Fariñas –quien es portavoz de la Unión
Patriótica de Cuba, que agrupa a unos seis mil opositores en la isla–
tiene planeado regresar a Cuba a mediados de este mes de julio. Ni
siquiera considera quedarse en Miami. “Yo respeto a los hermanos que
están aquí (en Miami)”, me explicó sin resentimientos. “Pero en este
momento histórico un grupo de hermanos y de hermanas tienen que estar
dando la batalla en Cuba”.
Hace tres años Fariñas escribió lo
siguiente: “Ya es hora de que el mundo se percate que éste es un
gobierno cruel y hay momentos en la historia de los países en que tiene
que haber mártires”. Y él está dispuesto a ser uno de esos mártires, me
confirmó el ganador del premio Sajarov, otorgado a defensores de los
derechos humanos, y que por fin pudo recibir en Francia tres años
después. “Si es necesario, sí”.
Fariñas cree que hay que causar
una conmoción a nivel internacional para que el gobierno castrista se
resquebraje. “Hubo momentos en que el mundo no escuchaba”, reflexionó.
“Hoy escuchan.
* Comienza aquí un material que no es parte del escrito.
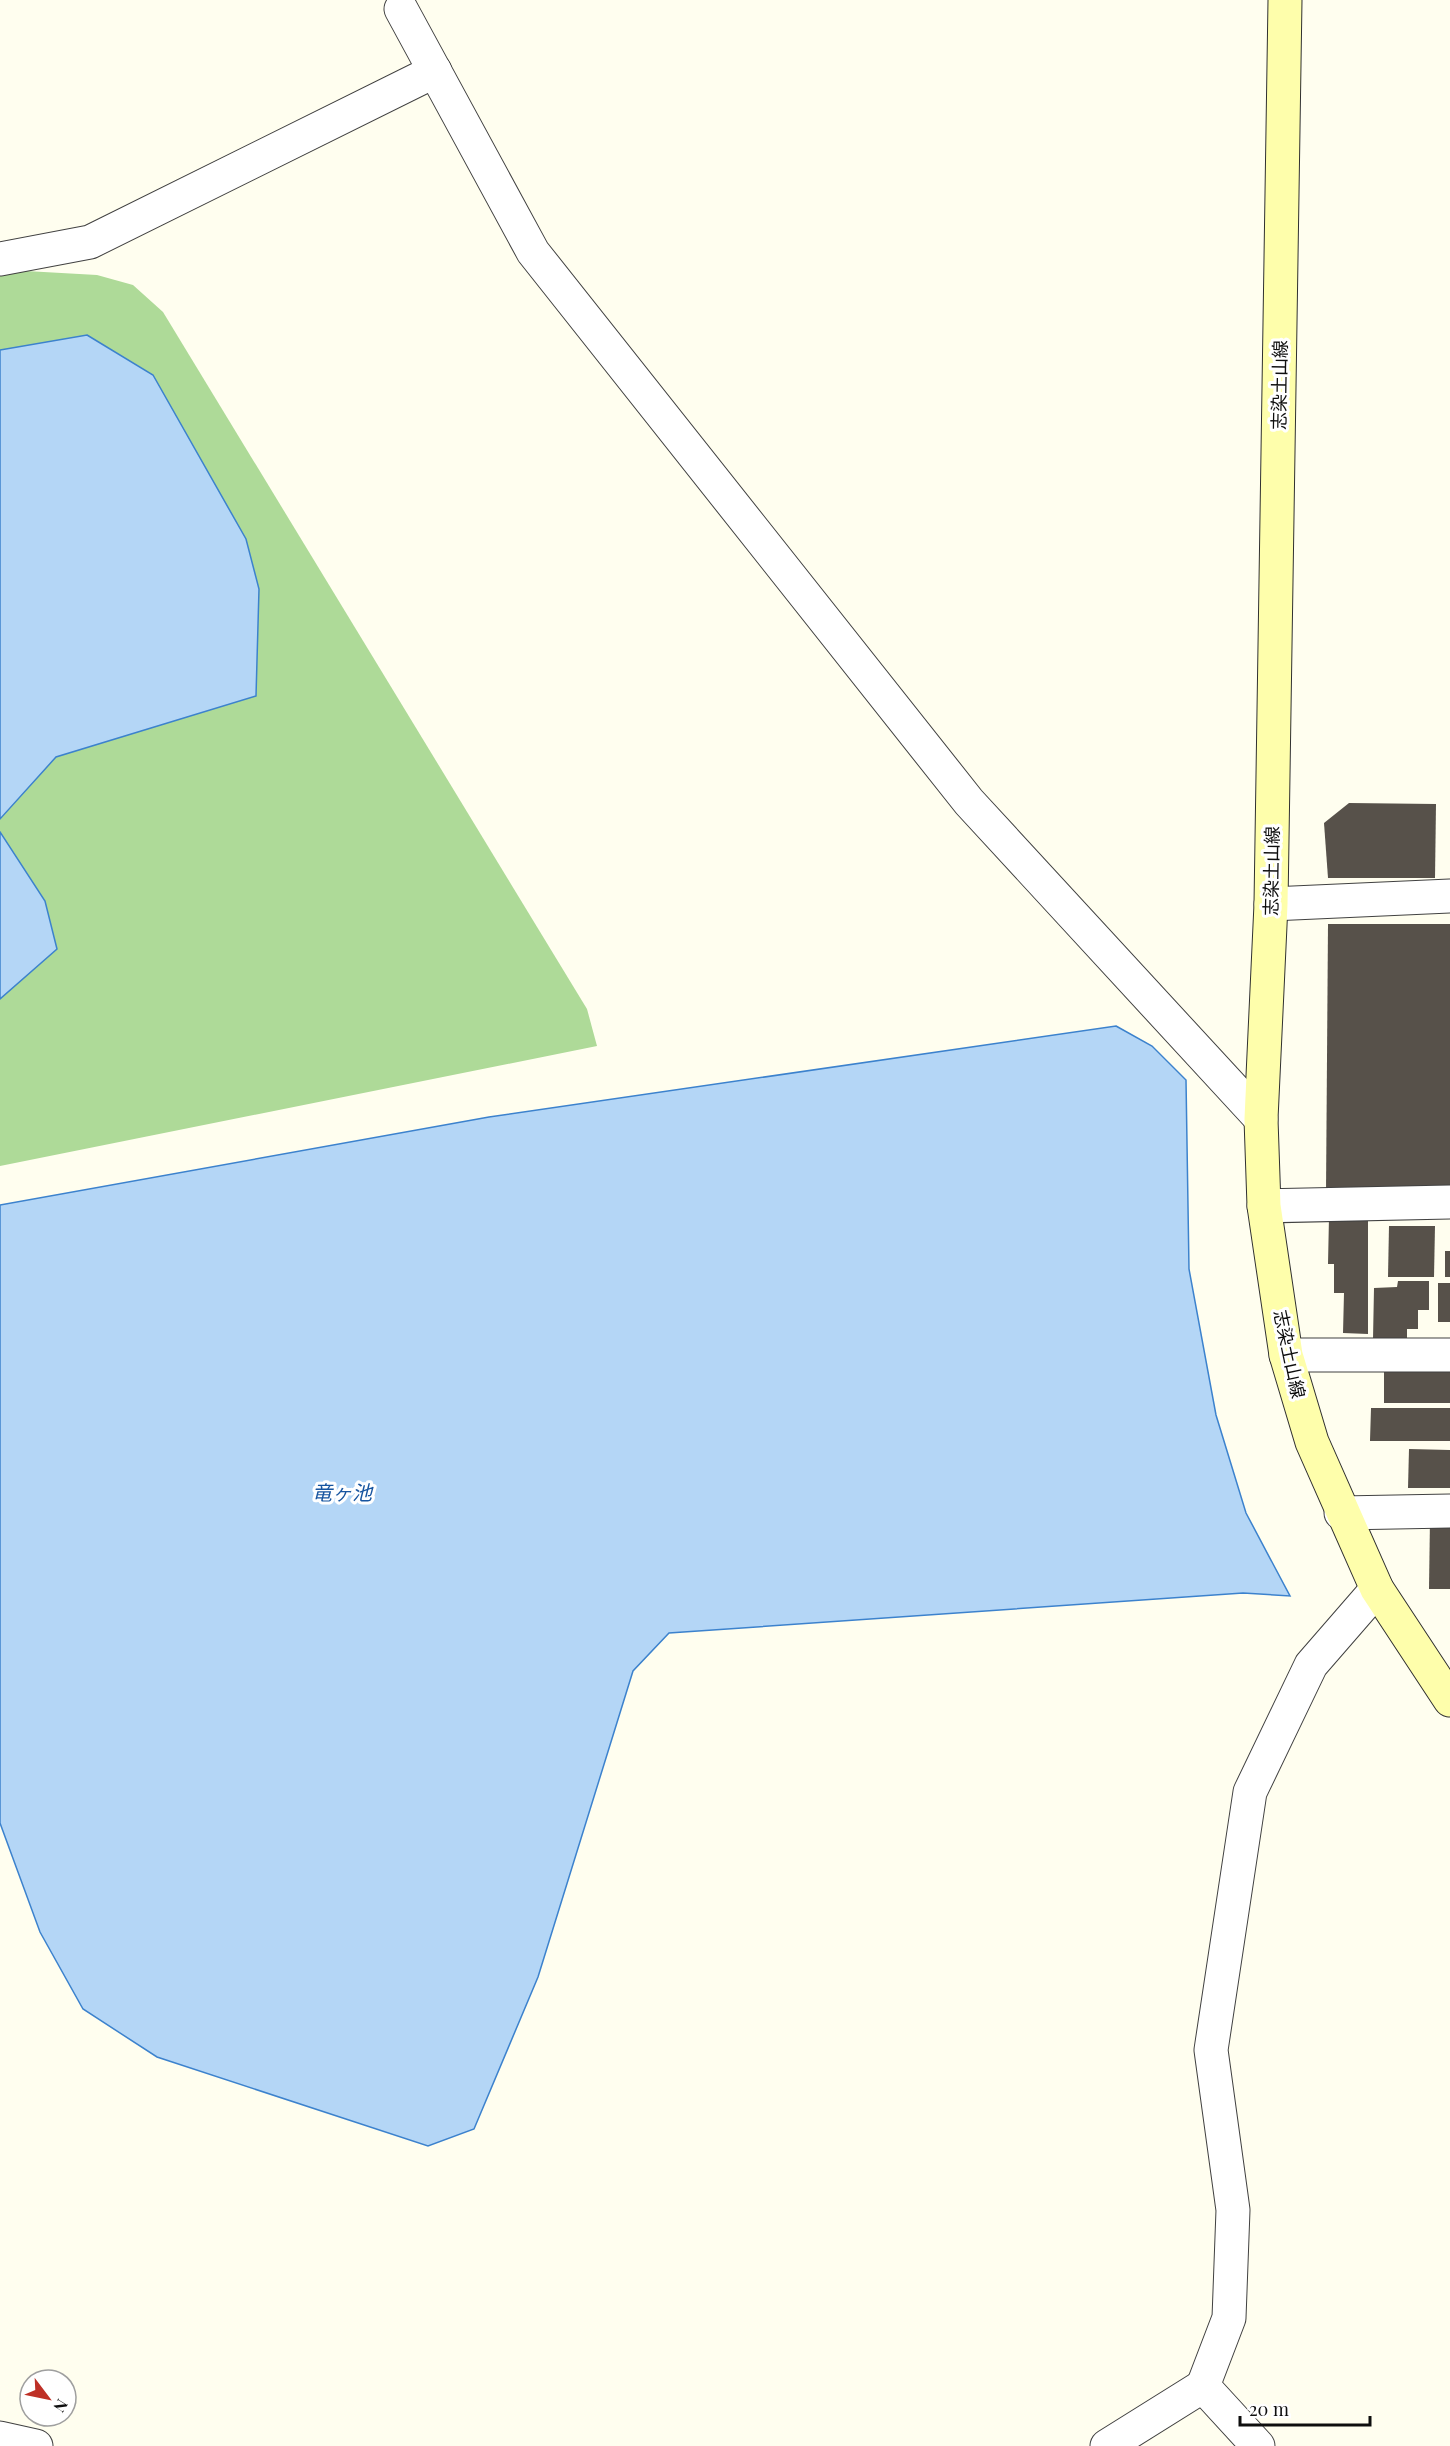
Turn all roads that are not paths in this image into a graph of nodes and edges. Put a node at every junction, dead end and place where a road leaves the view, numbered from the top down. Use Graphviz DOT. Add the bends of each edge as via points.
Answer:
graph roads {
  1 [pos="1285,0"];
  2 [pos="401,9"];
  3 [pos="435,71"];
  4 [pos="0,259"];
  5 [pos="1450,896"];
  6 [pos="1271,904"];
  7 [pos="1261,1119"];
  8 [pos="1450,1202"];
  9 [pos="1264,1206"];
  10 [pos="1286,1355"];
  11 [pos="1450,1355"];
  12 [pos="1450,1511"];
  13 [pos="1341,1513"];
  14 [pos="1377,1589"];
  15 [pos="1450,1700"];
  16 [pos="1203,2386"];
  17 [pos="0,2439"];
  18 [pos="36,2446"];
  19 [pos="1107,2446"];
  20 [pos="1258,2446"];
  1 -- 6 [label="main road, 志染土山線"];
  2 -- 3 [label="street"];
  3 -- 4 [label="street" via="90,242"];
  3 -- 7 [label="street" via="533,252 969,802"];
  5 -- 6 [label="street"];
  6 -- 7 [label="main road, 志染土山線"];
  7 -- 9 [label="main road, 志染土山線"];
  8 -- 9 [label="street"];
  9 -- 10 [label="main road, 志染土山線"];
  10 -- 11 [label="street"];
  10 -- 13 [label="main road, 志染土山線" via="1312,1442"];
  12 -- 13 [label="street"];
  13 -- 14 [label="main road, 志染土山線"];
  14 -- 15 [label="main road, 志染土山線"];
  14 -- 16 [label="street" via="1311,1665 1250,1792 1211,2050 1233,2210 1229,2318"];
  16 -- 19 [label="street"];
  16 -- 20 [label="street"];
  17 -- 18 [label="street"];
}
Pero lo que tiene que haber es una conmoción”.
“¿Y
esa conmoción la podrías lograr tú con otra huelga de hambre?” pregunto.
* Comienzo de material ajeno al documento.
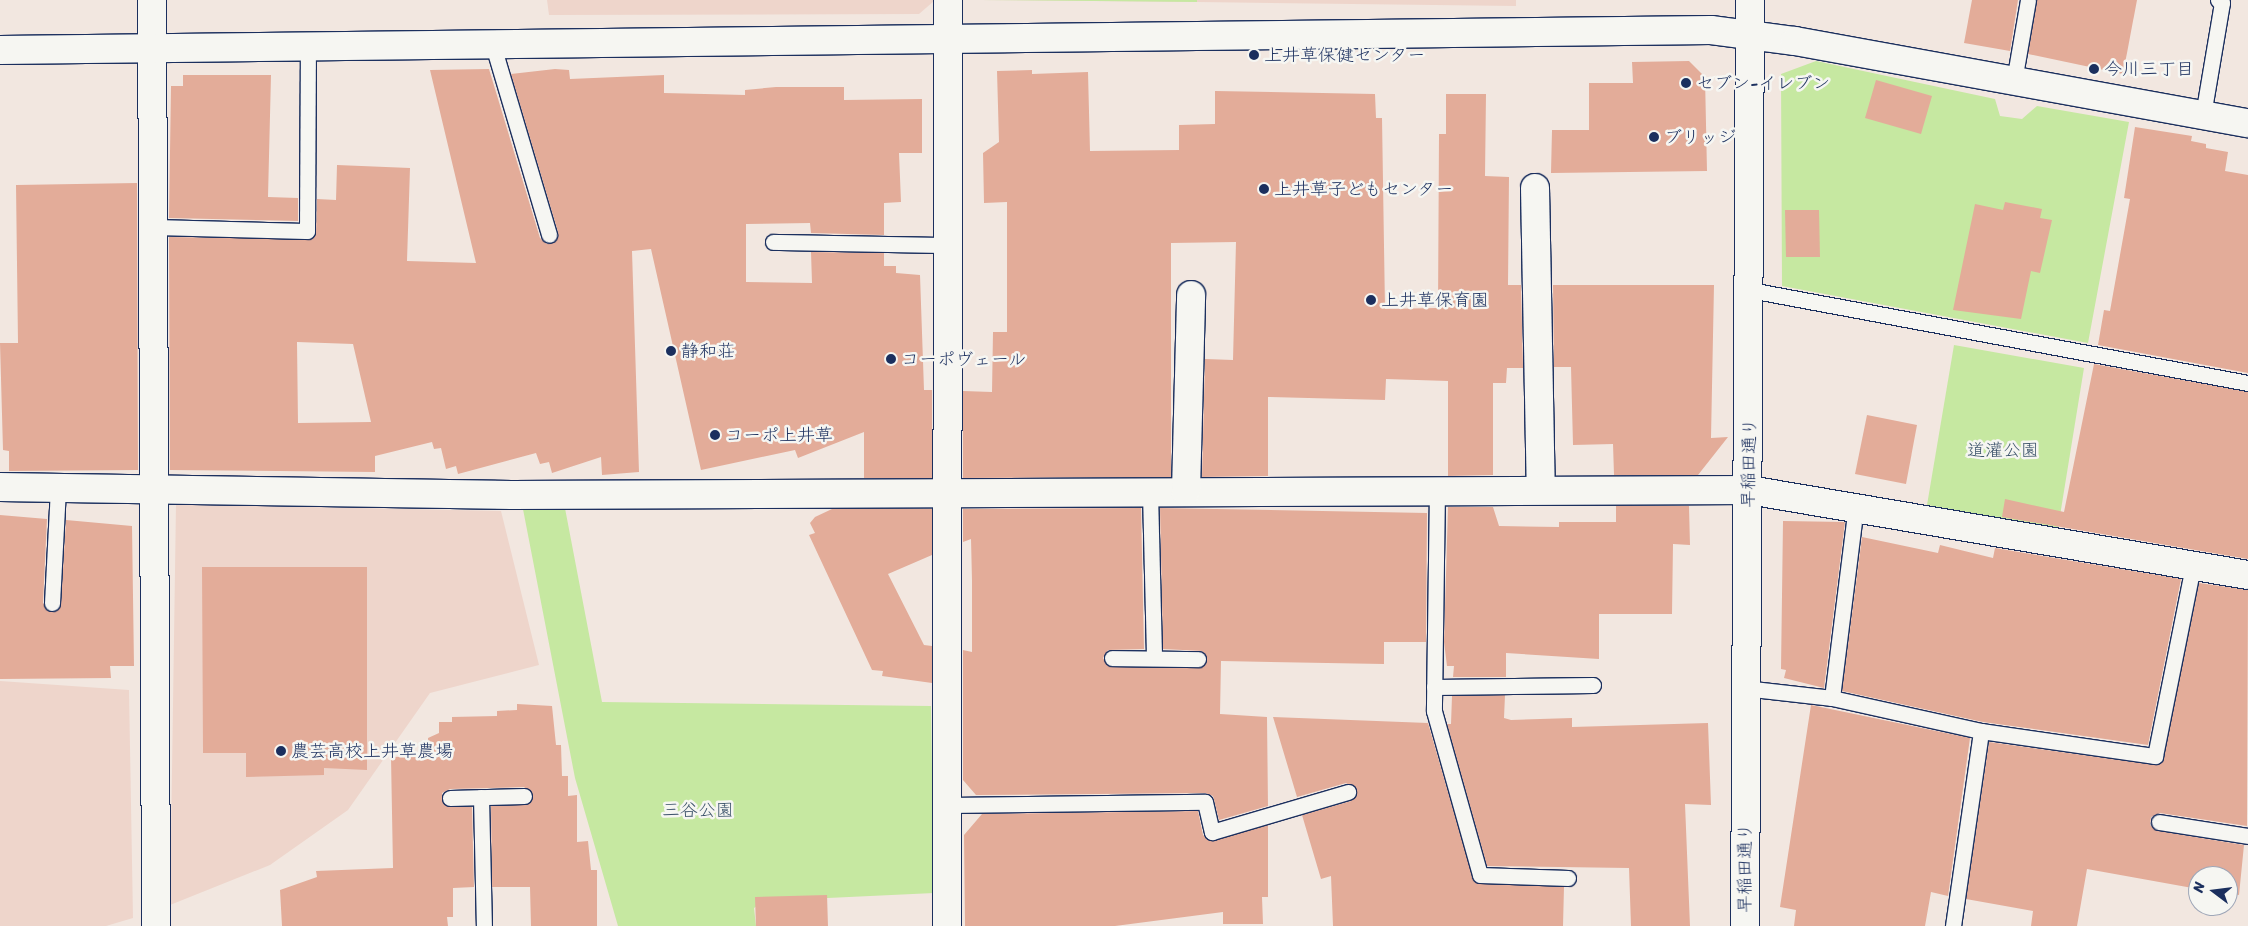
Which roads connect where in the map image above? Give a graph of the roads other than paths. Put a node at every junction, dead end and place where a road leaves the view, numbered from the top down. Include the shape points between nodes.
1 (152, 0) edge
2 (948, 0) edge
3 (1750, 0) edge
4 (2028, 0) edge
5 (2218, 0) edge
6 (1750, 33) junction
7 (949, 36) junction
8 (492, 42) junction
9 (308, 46) junction
10 (152, 49) junction
11 (0, 50) edge
12 (2014, 81) junction
13 (2203, 115) junction
14 (2248, 123) edge
15 (1535, 188) dead end
16 (153, 227) junction
17 (550, 235) dead end
18 (773, 242) dead end
19 (948, 245) junction
20 (1750, 290) junction
21 (1191, 295) dead end
22 (2248, 383) edge
23 (0, 487) edge
24 (58, 487) junction
25 (154, 487) junction
26 (1541, 488) junction
27 (1437, 489) junction
28 (1749, 490) junction
29 (946, 492) junction
30 (1150, 492) junction
31 (1186, 492) junction
32 (1856, 506) junction
33 (2193, 565) junction
34 (2248, 575) edge
35 (52, 603) dead end
36 (1112, 658) dead end
37 (1154, 658) junction
38 (1198, 659) dead end
39 (1593, 686) dead end
40 (1434, 687) junction
41 (1744, 688) junction
42 (1832, 698) junction
43 (1981, 731) junction
44 (1348, 792) dead end
45 (524, 796) dead end
46 (450, 798) dead end
47 (481, 798) junction
48 (948, 805) junction
49 (2159, 822) dead end
50 (2248, 836) edge
51 (1568, 878) dead end
52 (154, 925) edge
53 (484, 926) edge
54 (947, 926) edge
55 (1745, 926) edge
56 (1953, 926) edge

1 - 10 street
2 - 7 street
3 - 6 street, 早稲田通り
4 - 12 lane
5 - 13 lane via 2222,3
6 - 7 street
6 - 12 street
6 - 20 street, 早稲田通り
7 - 8 street
7 - 19 street
8 - 9 street
8 - 17 lane
9 - 10 street
9 - 16 lane via 307,230
10 - 11 street
10 - 16 street
12 - 13 street
13 - 14 street
15 - 26 street
16 - 25 street
18 - 19 lane
19 - 29 street
20 - 22 lane
20 - 28 street, 早稲田通り
21 - 31 street
23 - 24 street
24 - 25 street
24 - 35 lane
25 - 29 street via 512,495
25 - 52 street
26 - 27 street
26 - 28 street
27 - 31 street
27 - 40 lane
28 - 32 street
28 - 41 street, 早稲田通り
29 - 30 street
29 - 48 street
30 - 31 street
30 - 37 lane
32 - 33 street
32 - 42 lane
33 - 34 street
33 - 43 lane via 2155,756
36 - 37 lane
37 - 38 lane
39 - 40 lane
40 - 51 lane via 1434,711 1480,875
41 - 42 lane
41 - 55 street, 早稲田通り
42 - 43 lane
43 - 56 lane
44 - 48 lane via 1212,832 1205,802
45 - 47 lane
46 - 47 lane
47 - 53 lane
48 - 54 street
49 - 50 lane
“Yo pienso que si el gobierno cubano deja morir a un premio Sajarov, le
causaría un daño al gobierno y tendría que hacer concesiones”, me
responde.
Y de pronto, como si me entrara un escalofrío, me doy
cuenta que estoy frente a un hombre que ha tomado la decisión de morir
por la democracia en Cuba. Esta, pienso, puede ser la última vez que vea
a Fariñas. Nunca dejan de sorprenderme los hombres y las mujeres que
están dispuestos a morir por defender sus ideas. Son pocos y miran
distinto al resto de los mortales, como si vieran dentro del alma.
El
sabe que criticar al régimen cubano en el extranjero puede tener
terribles consecuencias para él y para sus hijas, Haisa, de 18 años, y
Diosángeles, de 11. “Nos pueden asesinar en cualquier momento”, me dijo
sin subir la voz y sin emoción, como si hubiera repetido esa frase un
millón de veces.
Pero Fariñas no quiere que su vida (ni su
muerte) sea en vano. Antes de despedirme le digo que me parece
extraordinario que esté dispuesto a dar su vida por su país. “Esa es su
opinión”, me dijo respetuoso. “Pero nosotros consideramos que defender a
la patria no es nada extraordinario”. Este –concluyo mientras lo veo
irse lentamente– es un hombre que ya decidió morir por Cuba.